A poster was recently put up in the cafeteria at the school where I work:
Last Year Lunch Application Expire Today If You Have Not Fill Out A 2013-2014 Application Lunch is $2.15. Allow 10 Day to Process Appls.
The poster illustrates a sad and shocking phenomenon many of us have bemoaned for decades: the loss of our nation's Ss. Whether this is the result of climate change or economic hard times, who can say, but the day is fast approaching when a once-beloved letter may disappear altogether as its natural habitat is destroyed.
The possessive S that once would have been found at the end of "Year" has already become such a rarity, it's a minor thrill to spot one in the wild. Even the plural S that "10 Day" cries out for, has long been endangered. In roadside signs, you would see one barely hanging on, clinging for dear life to an apostrophe: "Boild P-Nut's." The S, dazed and weakened, did not know what it was there for. Did the Boild P-Nut own something? Perhaps the Frsh Tmatoe's that was next on the sign. But what did the Frsh Tmatoe own? Was Boild P-Nut's a contraction, an existential statement: Boild P-Nut is?
In such a predicament, it is not surprising the S is dying out altogether.
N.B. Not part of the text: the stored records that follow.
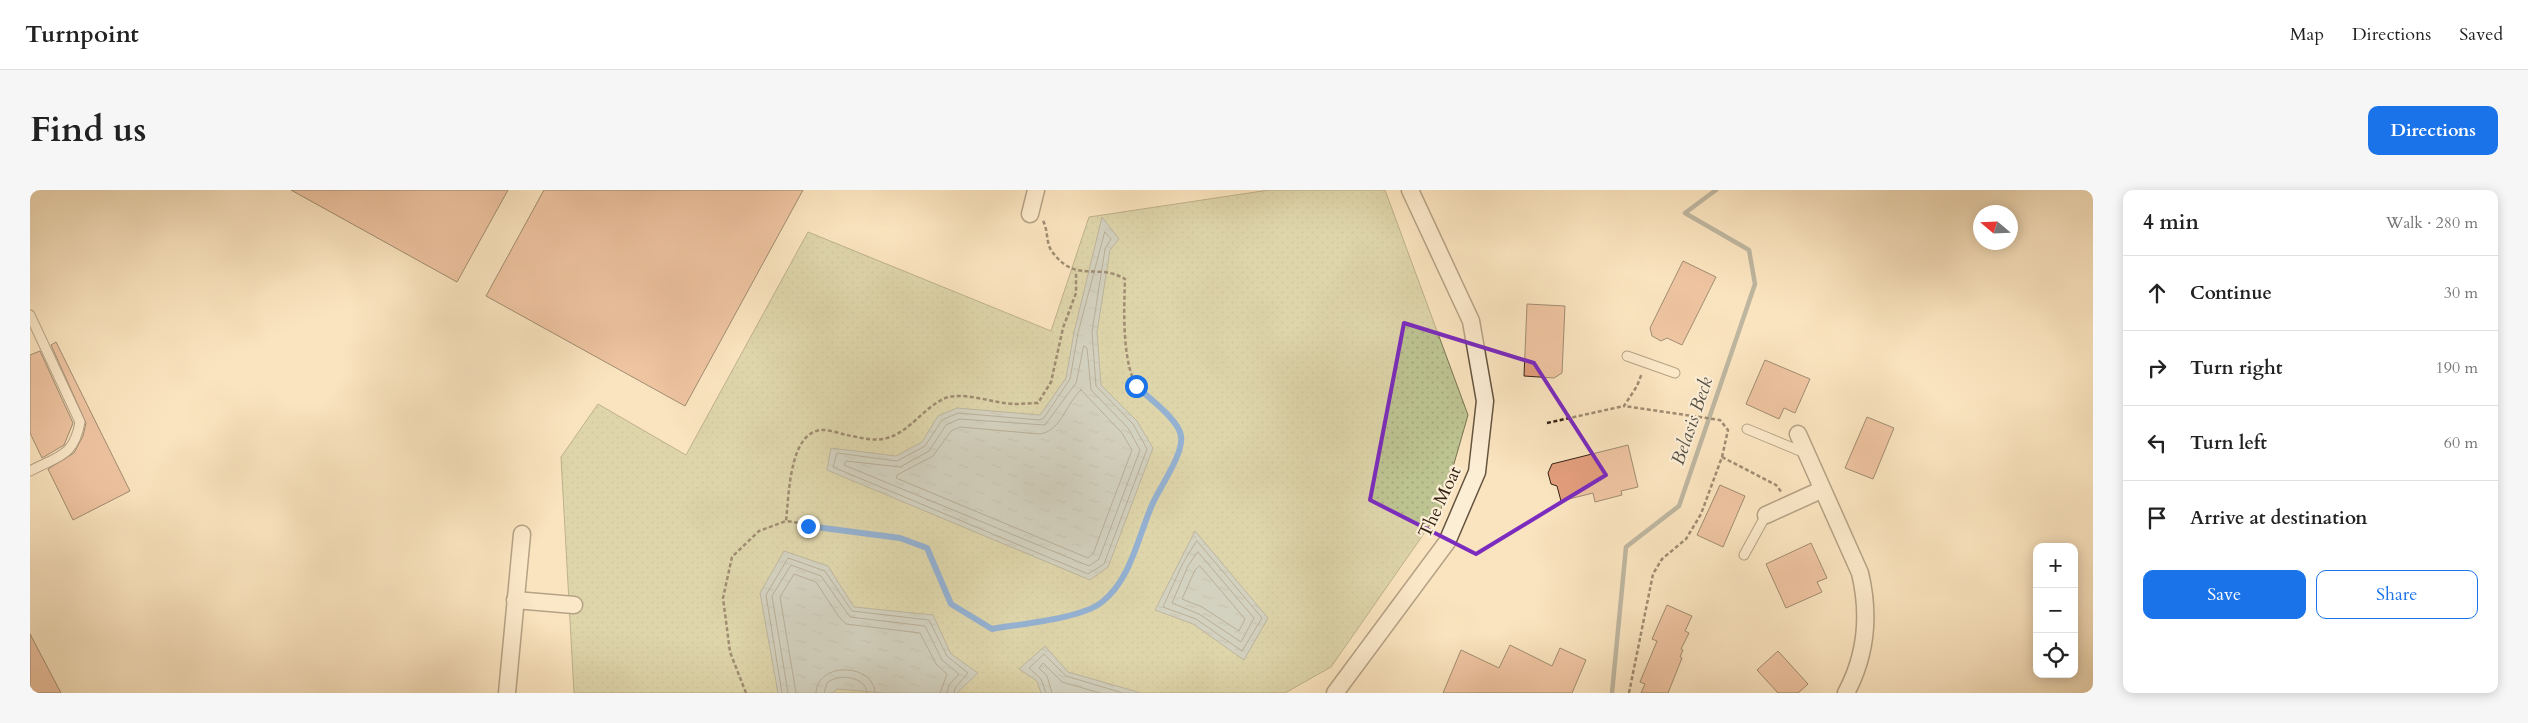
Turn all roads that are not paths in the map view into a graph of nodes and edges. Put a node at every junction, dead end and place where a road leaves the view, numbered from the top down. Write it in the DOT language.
graph roads {
  1 [pos="1036,190"];
  2 [pos="1410,190"];
  3 [pos="1030,214"];
  4 [pos="30,315"];
  5 [pos="1627,356"];
  6 [pos="1675,374"];
  7 [pos="1747,430"];
  8 [pos="1798,434"];
  9 [pos="1806,453"];
  10 [pos="30,471"];
  11 [pos="1821,490"];
  12 [pos="1766,515"];
  13 [pos="522,534"];
  14 [pos="1744,554"];
  15 [pos="515,600"];
  16 [pos="574,605"];
  17 [pos="507,693"];
  18 [pos="1335,693"];
  19 [pos="1846,693"];
  1 -- 3 [label="street"];
  2 -- 18 [label="street, The Moat"];
  4 -- 10 [label="lane"];
  5 -- 6 [label="lane"];
  7 -- 9 [label="lane"];
  8 -- 9 [label="street"];
  9 -- 11 [label="street"];
  11 -- 12 [label="street"];
  11 -- 19 [label="street"];
  12 -- 14 [label="lane"];
  13 -- 15 [label="street"];
  15 -- 16 [label="street"];
  15 -- 17 [label="street"];
}
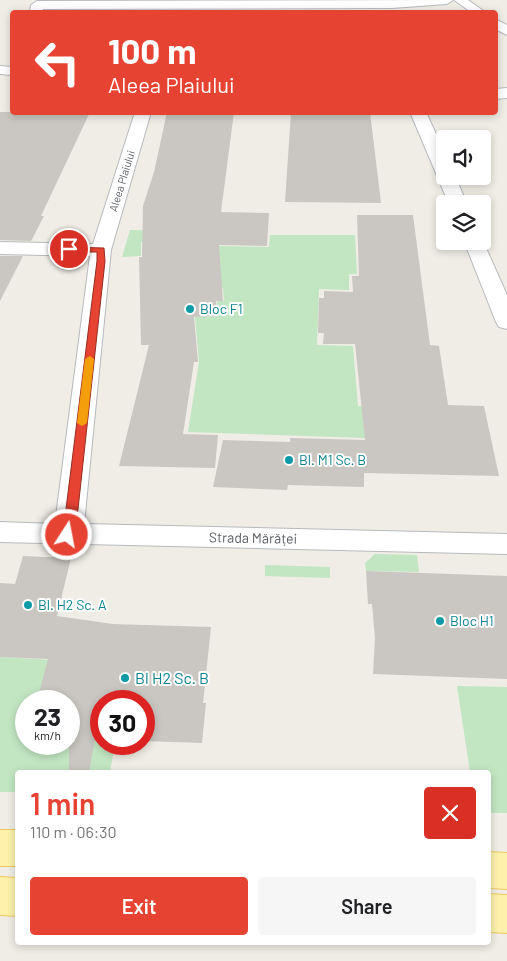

At least in the cafeteria poster, there is one brave defiant S on the end of Appls, that is application, which was abbreviated "appl" presumably to prevent confusion with a cellphone "app" which is an abbreviation for... Oh, wait, that's short for application too.
But I refuse to be dragged off onto the side topic of abbreviation; S is what I came here to talk about, and by golly, I'm going to do it. So enjoy your Ss before they're finally extinct. I figure they'll last about ten more year.